++++ Input for this task

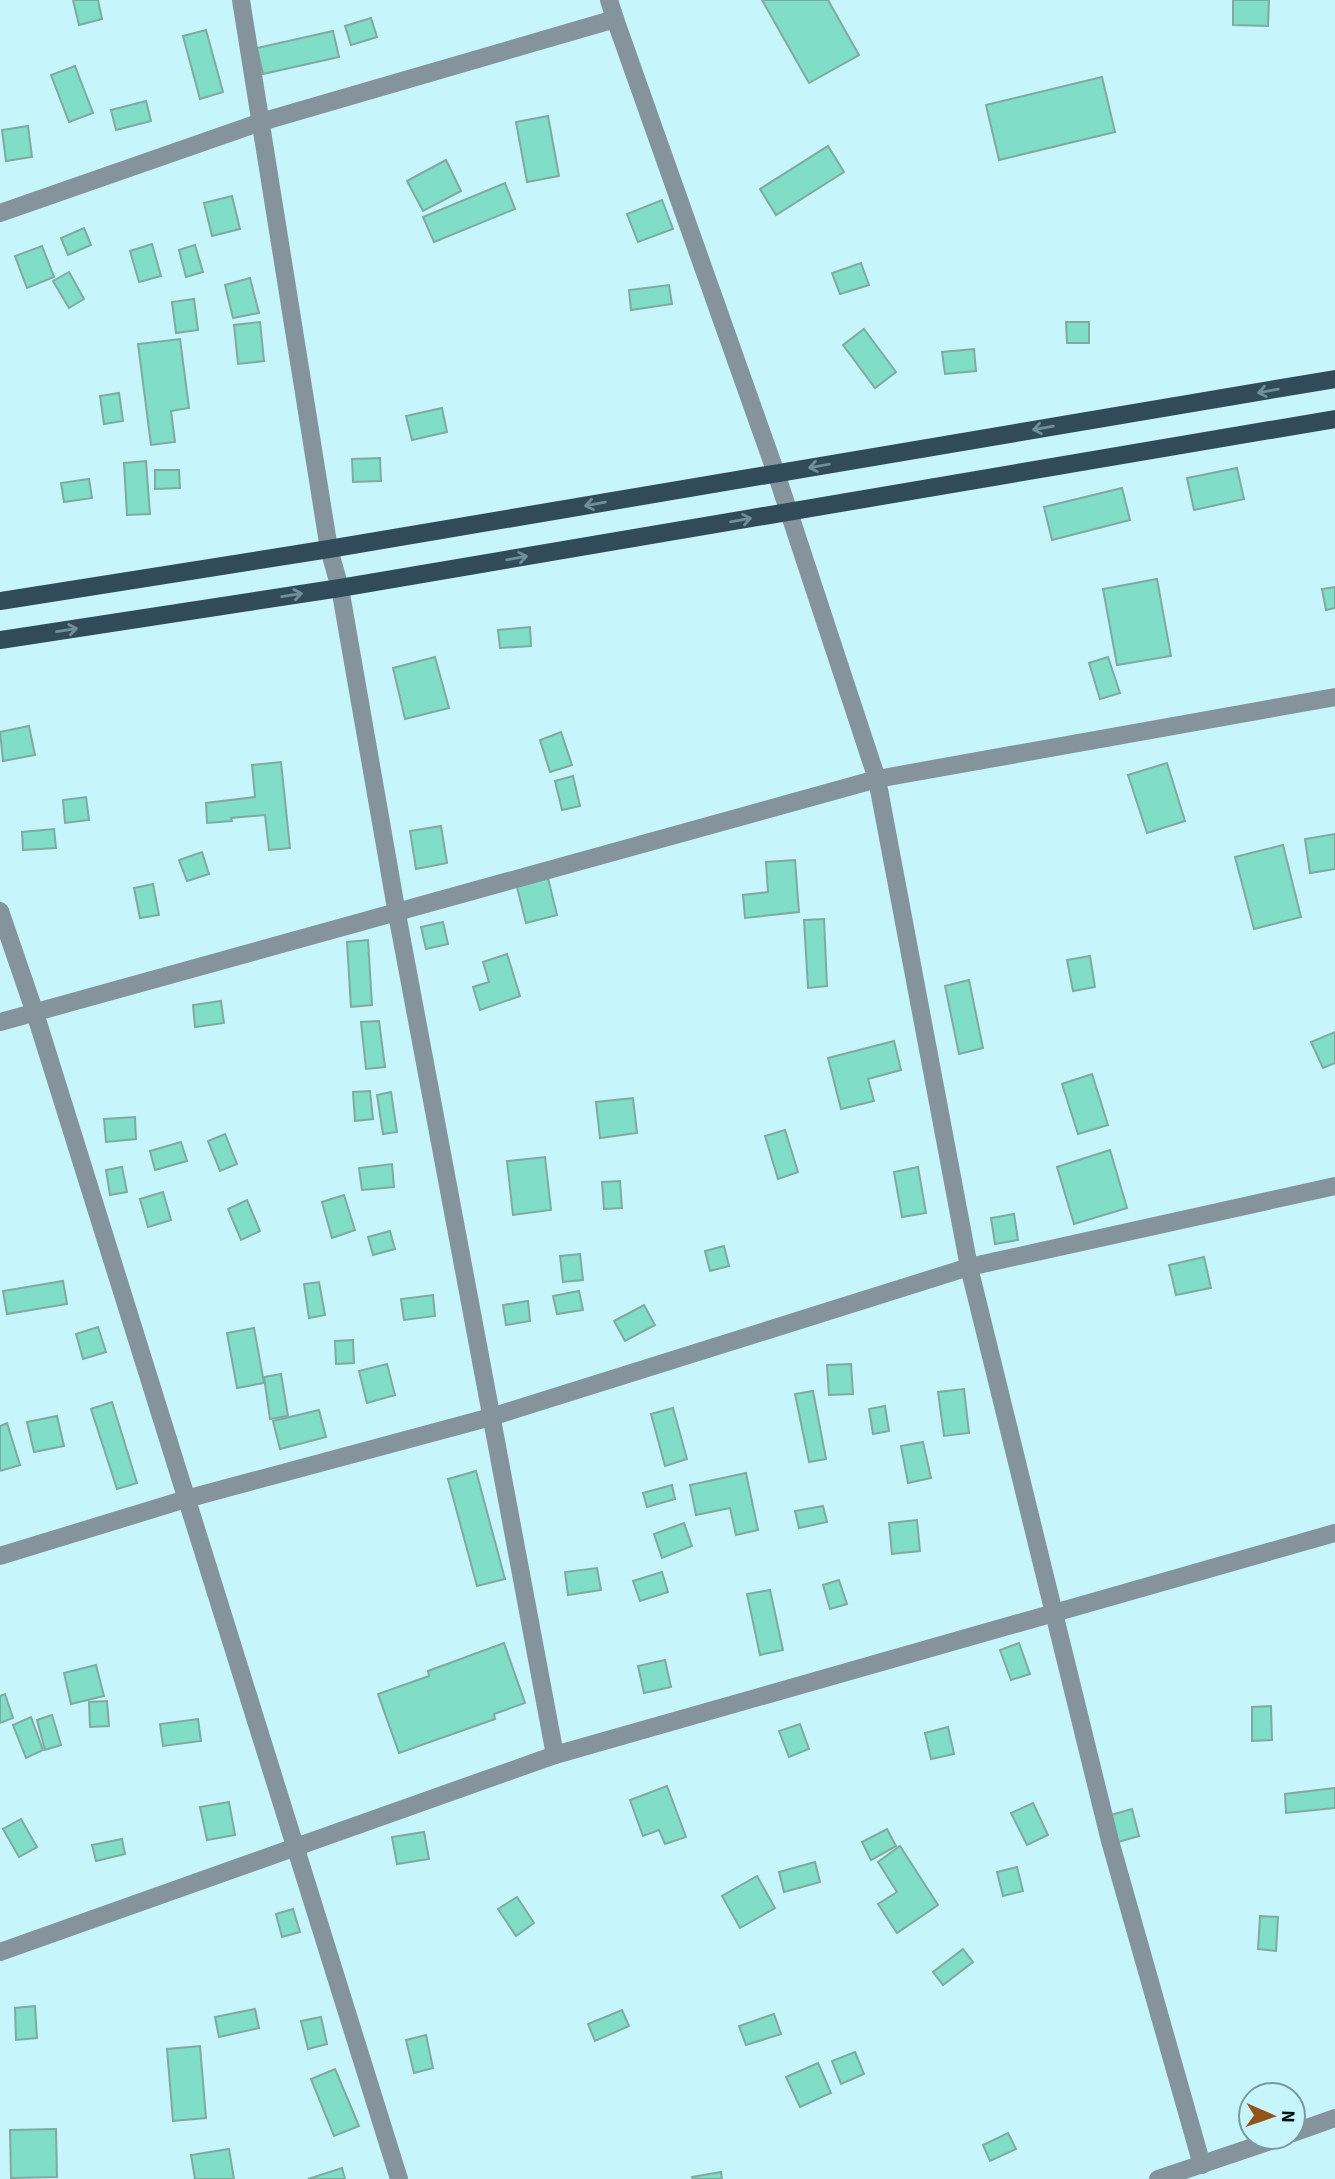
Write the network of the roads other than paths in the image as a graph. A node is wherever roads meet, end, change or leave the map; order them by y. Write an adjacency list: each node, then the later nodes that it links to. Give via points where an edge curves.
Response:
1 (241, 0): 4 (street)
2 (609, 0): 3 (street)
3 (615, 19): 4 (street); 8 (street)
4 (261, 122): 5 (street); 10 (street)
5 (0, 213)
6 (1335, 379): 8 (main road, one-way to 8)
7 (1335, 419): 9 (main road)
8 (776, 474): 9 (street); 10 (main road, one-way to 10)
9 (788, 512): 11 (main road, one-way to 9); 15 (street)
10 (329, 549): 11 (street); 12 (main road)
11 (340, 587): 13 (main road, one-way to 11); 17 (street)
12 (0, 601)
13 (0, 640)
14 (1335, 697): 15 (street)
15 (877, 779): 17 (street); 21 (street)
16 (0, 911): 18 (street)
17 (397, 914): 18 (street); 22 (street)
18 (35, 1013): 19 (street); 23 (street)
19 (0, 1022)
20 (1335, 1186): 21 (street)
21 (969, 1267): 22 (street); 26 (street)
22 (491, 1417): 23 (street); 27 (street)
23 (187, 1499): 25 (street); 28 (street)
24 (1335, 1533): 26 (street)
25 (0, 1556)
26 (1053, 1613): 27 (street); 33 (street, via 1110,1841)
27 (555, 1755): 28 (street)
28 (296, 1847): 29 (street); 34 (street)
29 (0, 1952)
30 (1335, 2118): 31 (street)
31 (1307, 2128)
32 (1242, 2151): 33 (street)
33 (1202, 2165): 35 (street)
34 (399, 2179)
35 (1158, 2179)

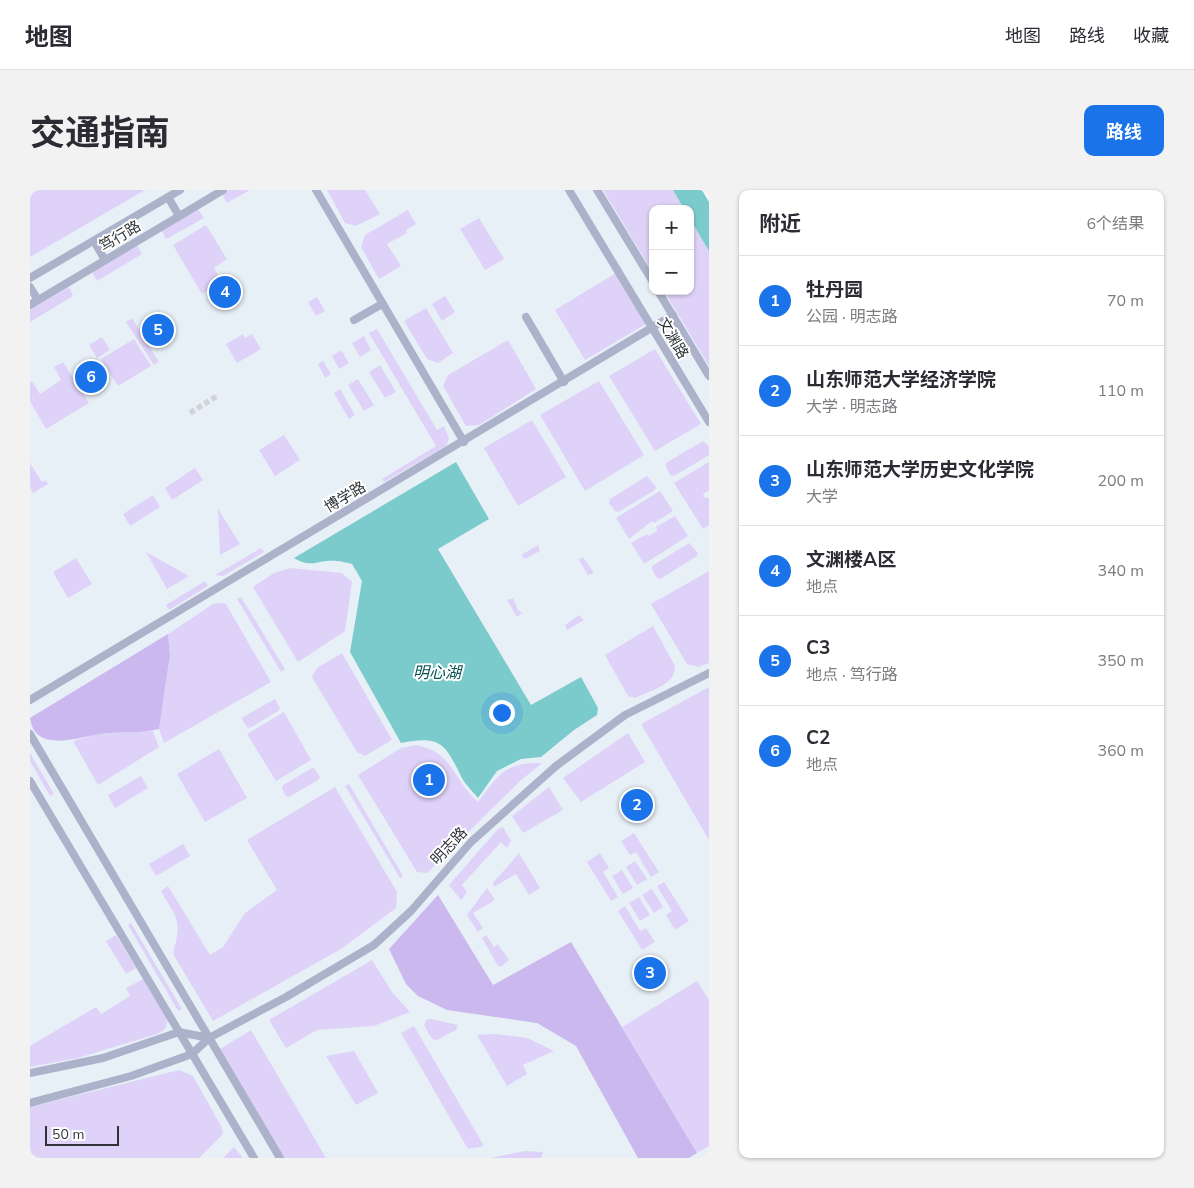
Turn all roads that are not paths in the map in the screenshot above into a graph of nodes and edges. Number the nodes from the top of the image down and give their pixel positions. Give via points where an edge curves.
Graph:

++++++++

### Exercise description
Keep only those lines of the records that hold "paths", and return them.

### Written solution
Write the network of the roads other than paths in the image as a graph. A node is wherever roads meet, end, change or leave the map; order them by y. Write an adjacency list: each node, then the later nodes that it links to. Give via points where an edge curves.
Turn all roads that are not paths in the map in the screenshot above into a graph of nodes and edges. Number the nodes from the top of the image down and give their pixel positions. Give via points where an edge curves.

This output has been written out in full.